Far Far From My Finest Hour

Today was not my greatest day

Far, far from my finest hour

After a week of little sleep

Solo parenting

Stresses and strains of not living at home

Emotional anxiety

The not knowing involved in a big building project

I finally broke

This week has been really, really tough on all of us

We are all unsettled

Unsure

It has been horrible

We have muddled through

As we always do

But the happy family life we crave

Feels nigh on impossible at the moment

Everything is just too much

Feels too hard

A rented house where nothing works

Who would design a house that has no windows to see out of downstairs?

I know we are lucky to have found somewhere to stay

During the renovation process

But the running of the rental

The practicalities of trying to run our family life in it

Have been very, very hard this week

Family life is never at it’s best

When every single one of us is tired

And I think David and I are more stressed and tired

Than perhaps we have ever been

It is a different feeling

To when the twins’ were premature

Or Baby Tilda died

It is a feeling of enormous pressure

To keep all the plates spinning

All the balls in the air

And today

Today I dropped them all

With a spectacular, almighty crash

I was a horrible, horrible mother

And not a very nice human being

I said things to my children

I can never take back

Things I am not in any way proud of

I was in a rage

It was all just too much

And I lost it

I was driving my car

We were supposed to be going somewhere

But I knew I could not go there

So I was just driving

Driving nowhere

And shouting at my children

Until I stopped shouting

And then I just carried on driving

In silence

The loudest silence I have ever heard

And I drove

I had no one to drive too

No one I could talk to

Who would understand

No one to help with the children

So I could curl up in a ball and cry

I drove

Seething inside

Replaying my words

And hating myself more

With the thought of everyone of them

Somewhere in the midst of the madness

I made the decision to head for a soft play

Somewhere my children could be together

Play together

And I could catch a breath

And try to think how I could make them understand

What had happened in the car

As I was driving to soft play

I realised the children had no socks

I drove to a garden centre

Without telling them why

Marched them through the garden centre

Bought them all some socks

Some rather lovely socks

Piled them back in the car

And drove on to soft play

They were, of course, thrilled

My children adore soft play

They all ran around playing together

Sometimes with me

Sometimes without me

And the horror of my episode

Slowly faded away

We talked

We cuddled

We played

I tried to explain

I will never get back today

I cannot erase it from their memories

Or their hearts

Or mine

Mummy was a monster today

I am utterly heart broken

About the whole sorry affair

There is no excuse

And I cannot go back

I am ashamed

I can only try and be better

Going forward

And I am going to try so, so hard

Why can nothing ever be easy?

Why does everything have to hurt?

I would love to end this post

Saying that nothing like this will ever happen again

But all I can honestly do

Is promise to try to be better

And to keep talking to my children

Reassuring them that I love them

That I would never be without them

And saying sorry for making their life so very hard sometimes

I hope one day they will understand

All the plates and the balls

And the spinning

mummy monster

10 thoughts on “Far Far From My Finest Hour

  1. Jennie, firstly don’t be so hard on yourself.

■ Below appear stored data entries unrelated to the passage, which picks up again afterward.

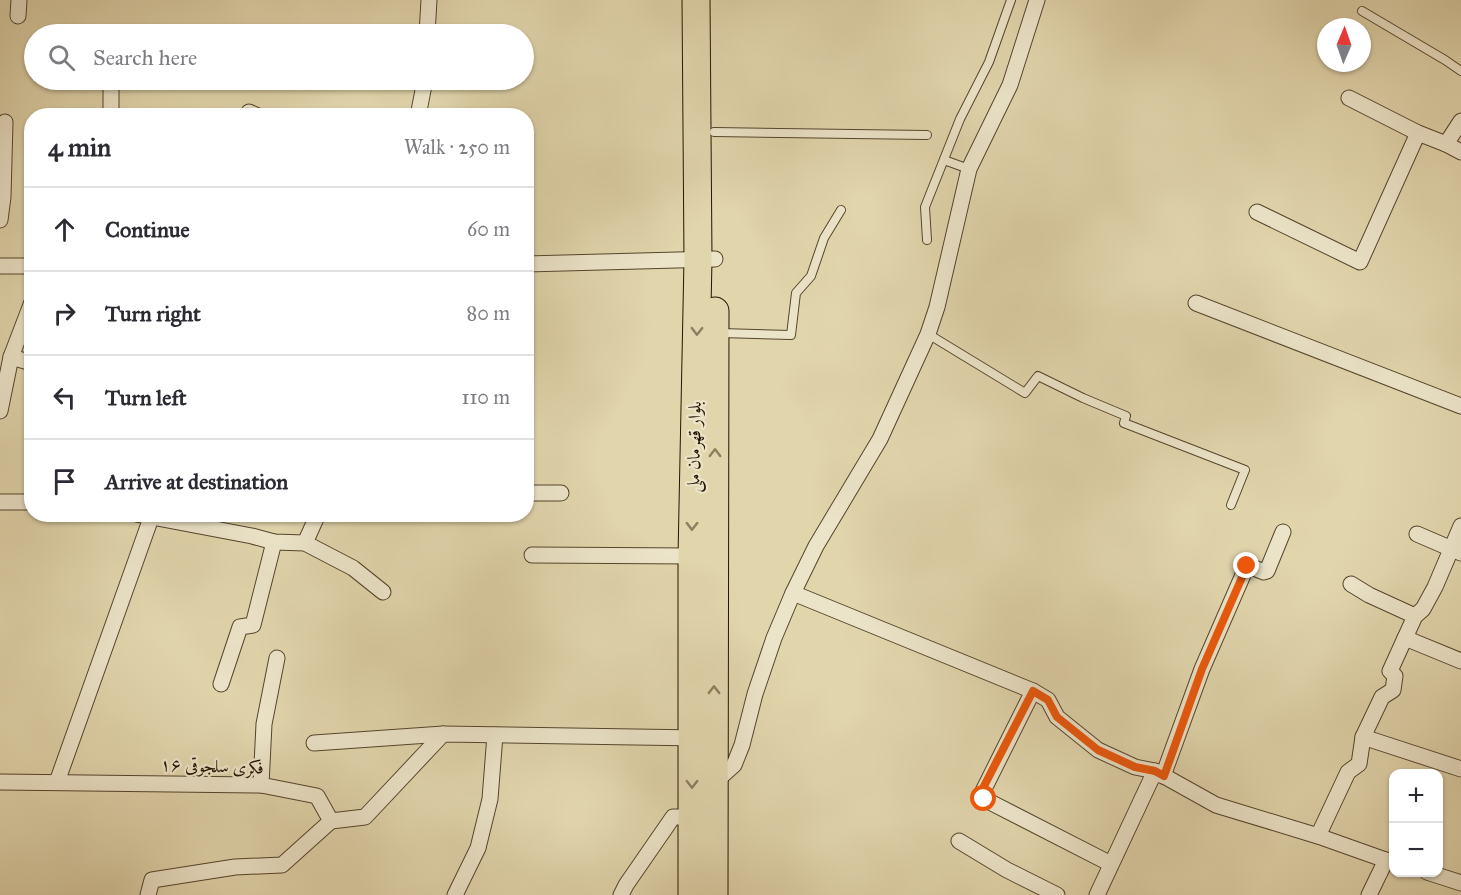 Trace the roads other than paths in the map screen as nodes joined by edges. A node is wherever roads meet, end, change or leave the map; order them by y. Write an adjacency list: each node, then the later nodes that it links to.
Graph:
1 (429, 0): 7 (street)
2 (696, 0): 27 (highway, بلوار قهرمان ملی)
3 (714, 0): 16 (highway, بلوار قهرمان ملی)
4 (1011, 0): 21 (lane)
5 (1037, 0): 22 (street)
6 (1362, 11): 8 (lane)
7 (428, 24)
8 (1461, 71)
9 (111, 90): 12 (street)
10 (422, 90): 13 (street)
11 (1350, 98): 17 (street)
12 (111, 108)
13 (419, 108)
14 (1461, 121): 19 (street)
15 (5, 122): 25 (street)
16 (714, 132): 18 (lane); 27 (highway, بلوار قهرمان ملی)
17 (1418, 133): 19 (street); 24 (street)
18 (927, 135)
19 (1446, 144): 20 (street)
20 (1461, 152)
21 (944, 160): 22 (lane); 26 (lane)
22 (969, 168): 34 (street)
23 (842, 210): 33 (lane)
24 (1257, 212)
25 (0, 220)
26 (927, 240)
27 (707, 259): 28 (street); 33 (highway, بلوار قهرمان ملی); 54 (highway, بلوار قهرمان ملی, one-way to 54)
28 (534, 264)
29 (0, 266): 30 (street)
30 (24, 266)
31 (1196, 303): 37 (street)
32 (24, 323): 35 (street)
33 (715, 333): 67 (highway, بلوار قهرمان ملی, one-way to 33)
34 (928, 334): 43 (lane); 57 (street)
35 (11, 357): 36 (street); 38 (street)
36 (24, 361)
37 (1461, 406)
38 (0, 411)
39 (534, 493): 40 (street)
40 (561, 493)
41 (0, 502): 42 (street)
42 (24, 502)
43 (1232, 505)
44 (142, 522): 72 (street)
45 (176, 522): 50 (street)
46 (314, 522): 51 (street)
47 (1461, 526): 52 (street)
48 (1284, 532): 70 (street)
49 (1417, 534): 52 (street)
50 (274, 542): 51 (street); 62 (street)
51 (305, 543): 56 (street)
52 (1456, 551): 58 (street)
53 (532, 555): 54 (street)
54 (692, 556): 67 (highway, بلوار قهرمان ملی)
55 (1351, 584): 58 (street)
56 (383, 592)
57 (793, 593): 63 (street); 73 (street)
58 (1414, 616): 59 (street)
59 (1405, 638): 61 (street); 66 (street)
60 (277, 658): 74 (street)
61 (1461, 661)
62 (221, 684)
63 (1033, 691): 70 (street); 80 (street)
64 (443, 734): 65 (street); 68 (street); 76 (street)
65 (495, 735): 67 (street); 85 (street)
66 (1363, 737): 69 (street); 77 (street)
67 (703, 738): 73 (highway, بلوار قهرمان ملی); 75 (highway, بلوار قهرمان ملی, one-way to 75)
68 (314, 743)
69 (1461, 770)
70 (1159, 773): 77 (street); 80 (street)
71 (0, 782): 72 (street, فکری سلجوقی ۱۶)
72 (57, 782): 74 (street, فکری سلجوقی ۱۶)
73 (714, 783): 88 (highway, بلوار قهرمان ملی)
74 (261, 785): 76 (street, فکری سلجوقی ۱۶)
75 (692, 818): 86 (street); 87 (highway, بلوار قهرمان ملی)
76 (331, 821): 84 (street)
77 (1318, 836): 79 (street)
78 (959, 841): 89 (street)
79 (1389, 862)
80 (1111, 864): 90 (street)
81 (1389, 864): 91 (street)
82 (1441, 877): 83 (street)
83 (1461, 883)
84 (148, 895)
85 (455, 895)
86 (621, 895)
87 (692, 895)
88 (714, 895)
89 (1057, 895)
90 (1097, 895)
91 (1369, 895) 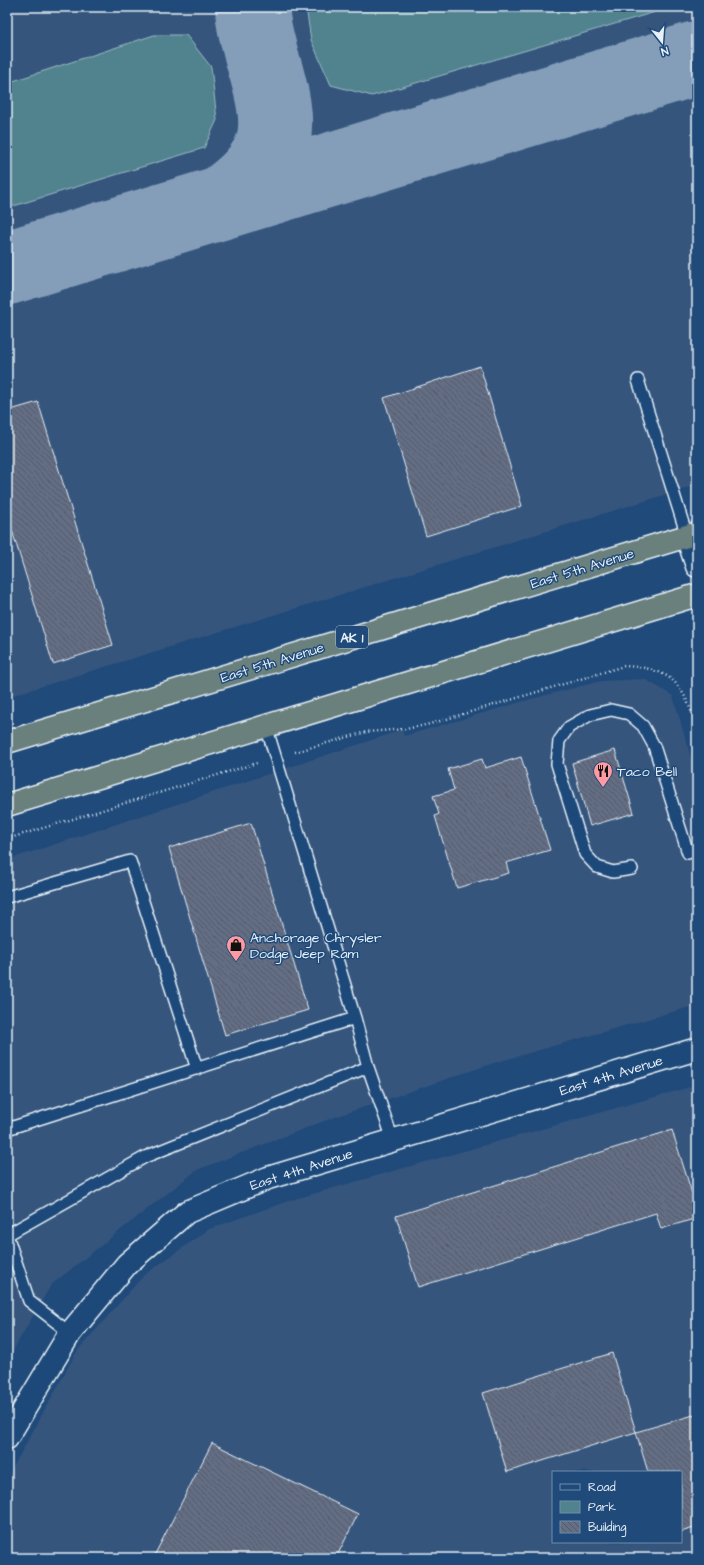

We have all said horrible things in the heat of the moment to those we love the most. It happens and they still love us after it all calms down.

    However, I have to ask if this is the right time for you to be home schooling? Your not in your happy environment with your amazing play room and all the tools you need for effective teaching and learning. You and David are under a lot of stress with a build project like this and having the children around all day everyday does not allow for any down time to gather your thoughts and have a hot cuppa. Every parent needs a break sometimes.

    I also know how it feels to be in a strange environment as from last Friday we are in between homes. We had too move from ours and the new one is not ready until August. At least your together as my husband is staying at his parents and me and our daughter at mine. We couldn’t find anywhere for a short space of time and neither parents have the room for us all.

    As I keep on saying though all of is when it gets too much & we are missing Daddy when he goes home in the evening is this will end, the end result will be with and keep your eyes on the prize.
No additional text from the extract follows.